Mechanisms and Resilience of the Vicious Circle

Key Insight

The vicious circle describes a powerful negative feedback loop where extractive political institutions create and are sustained by extractive economic institutions. This system concentrates wealth and unchecked power in the hands of a small elite, who then use their economic resources to entrench their political control through means such as private armies, controlled judiciaries, and rigged elections. Power becomes extraordinarily valuable in these regimes because it is unconstrained and directly translates into immense economic riches, providing strong incentives for the beneficiaries to defend the system.

Extractive political institutions inherently lack checks against abuses of power, enabling extreme acts of repression; for example, Sam Bangura, Sierra Leone's central bank governor, was murdered for criticizing Siaka Stevens's profligate policies. Furthermore, by concentrating unchecked power and creating vast income inequality, these institutions significantly raise the stakes of the political game. Control of the state guarantees access to excessive power and wealth, fostering intense infighting and civil wars aimed not at institutional reform or introducing pluralism, but at capturing power to enrich one group at the expense of others, leading to widespread suffering and state failure.

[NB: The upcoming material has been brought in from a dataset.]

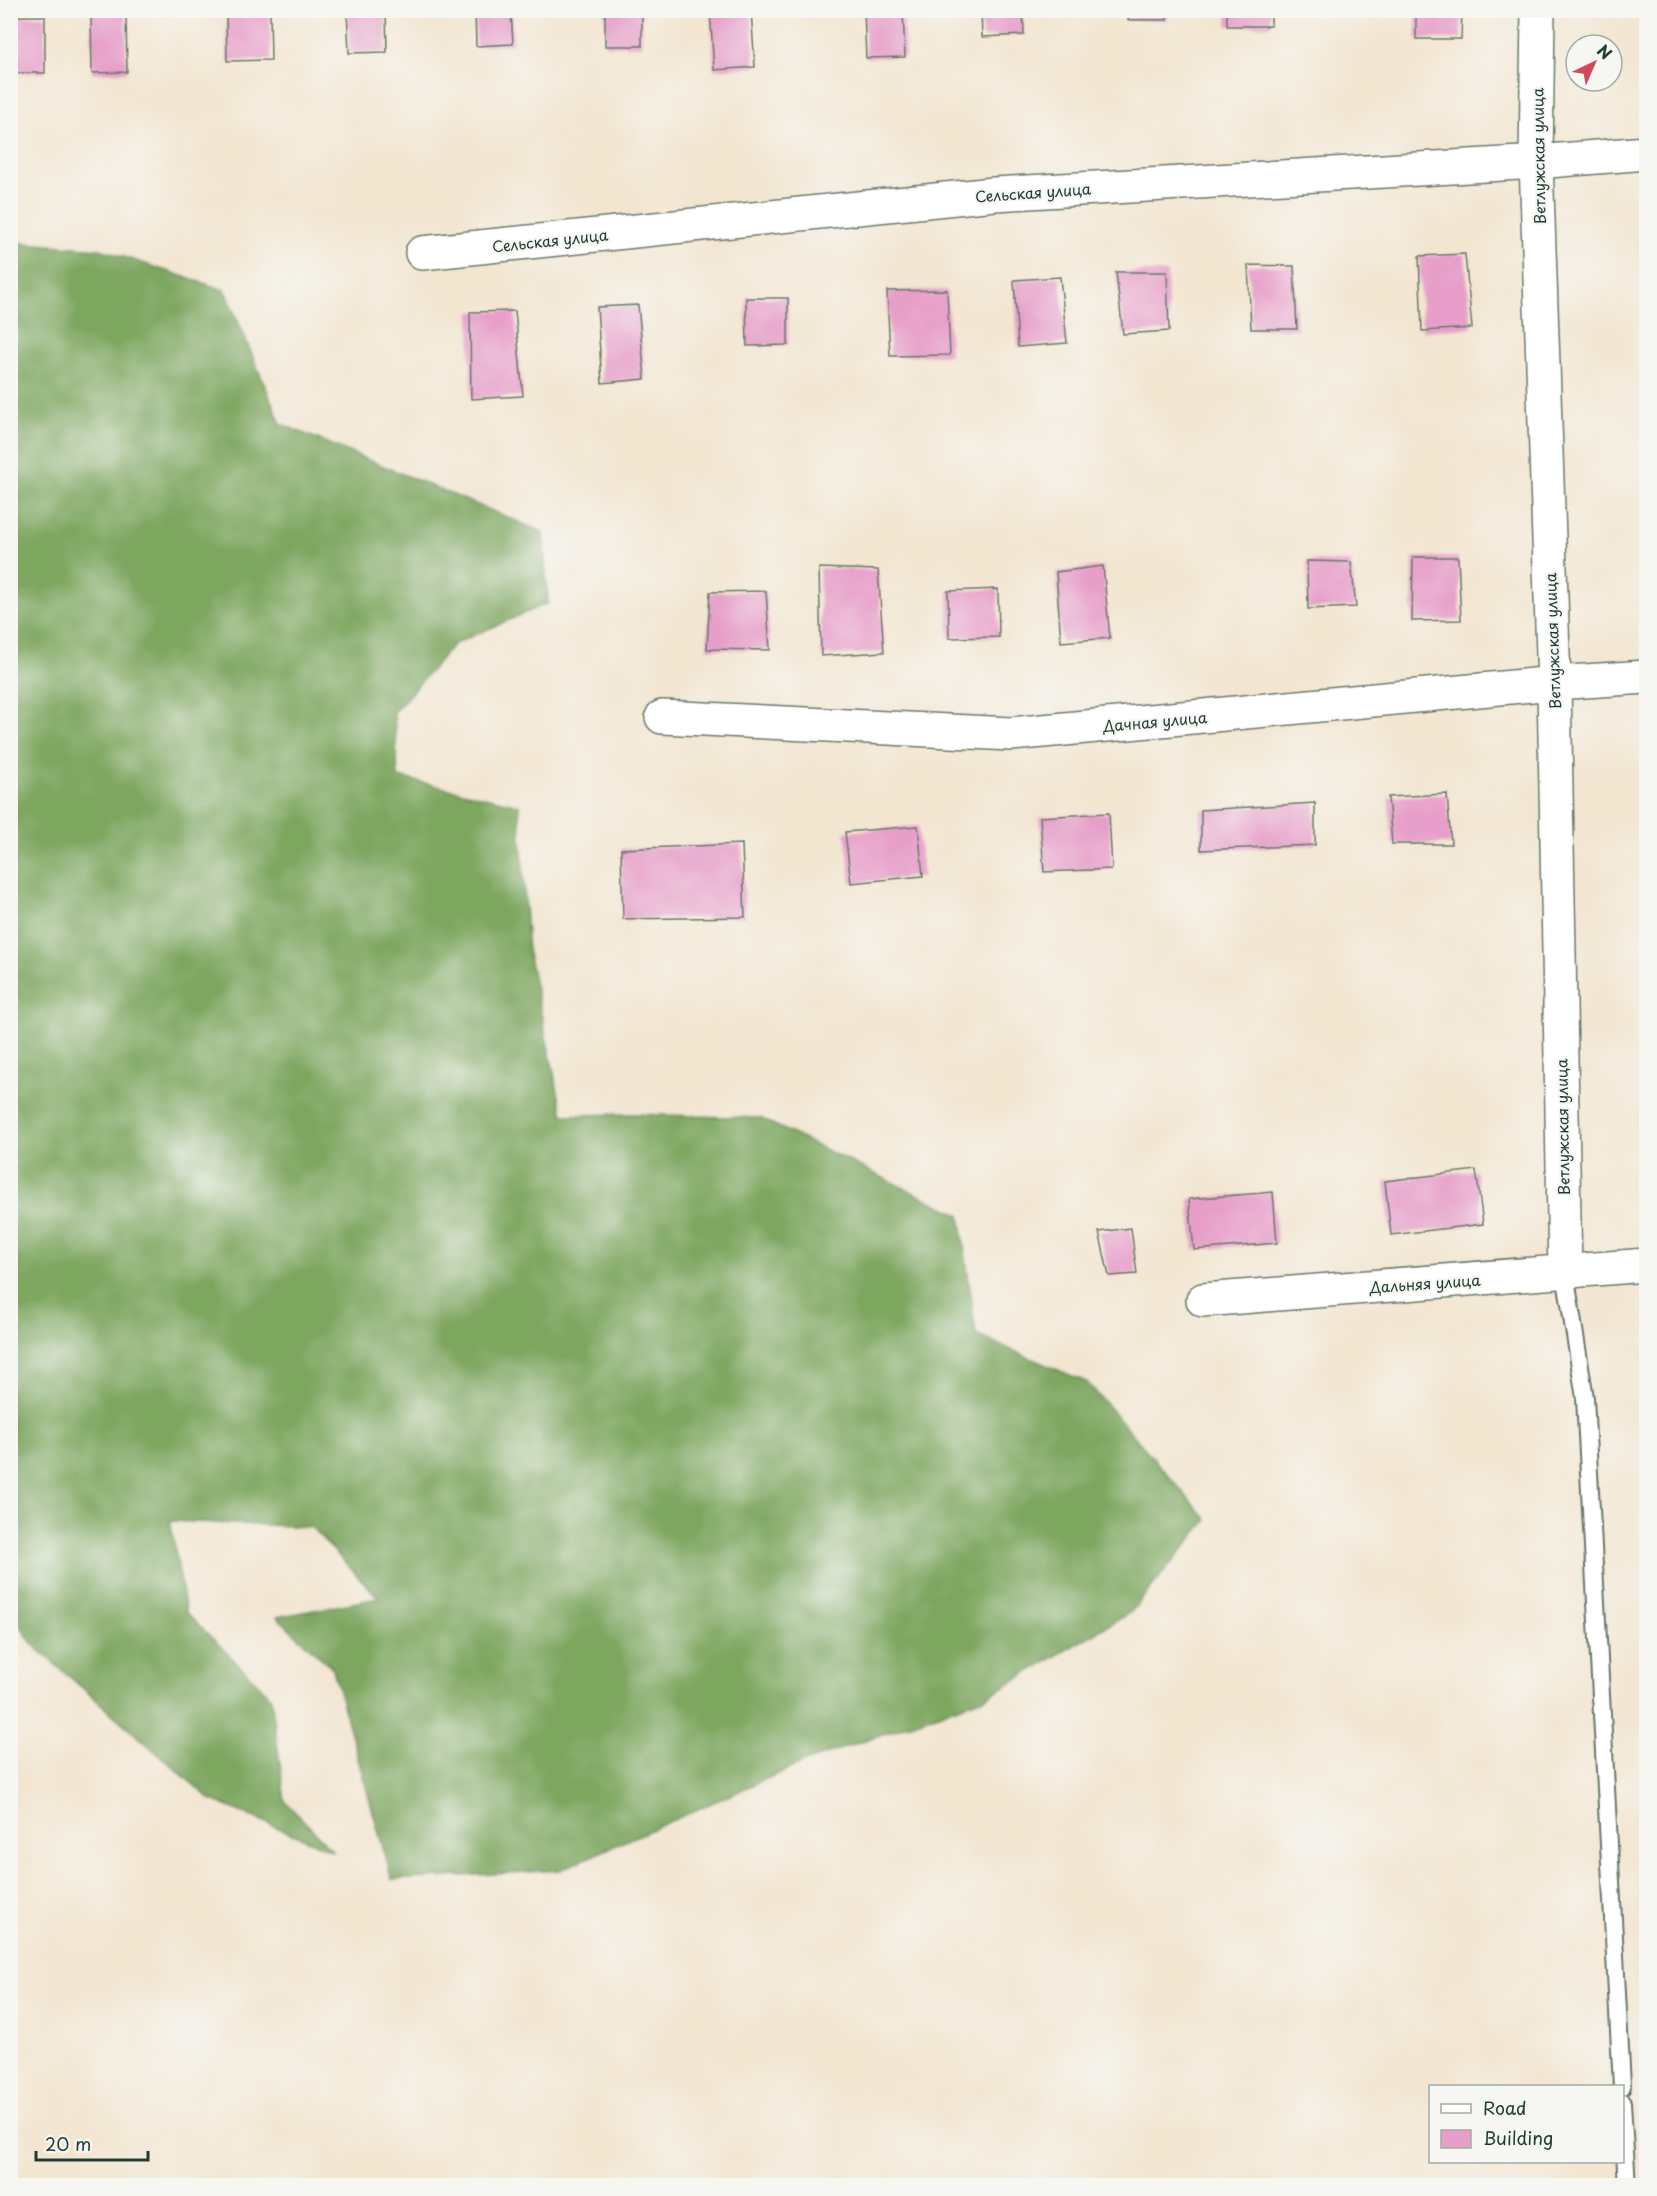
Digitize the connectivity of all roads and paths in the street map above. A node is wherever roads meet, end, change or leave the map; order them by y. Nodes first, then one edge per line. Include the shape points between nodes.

The resilience of the vicious circle is evident in its persistence, whether through the continuity of the same elite groups over centuries, as seen in Guatemala and the U.S. South, or through new leaders adopting and often worsening existing extractive structures, a pattern referred to as the 'iron law of oligarchy' in sub-Saharan Africa. Breaking this cycle is not inevitable and requires specific conditions, such as the empowerment of broad coalitions (including new merchants and businessmen seeking inclusive economic institutions), the presence of existing traditions of parliaments and power-sharing, and institutional checks that inhibit new rulers from usurping and exploiting power, elements often absent in societies with prolonged histories of extreme extraction.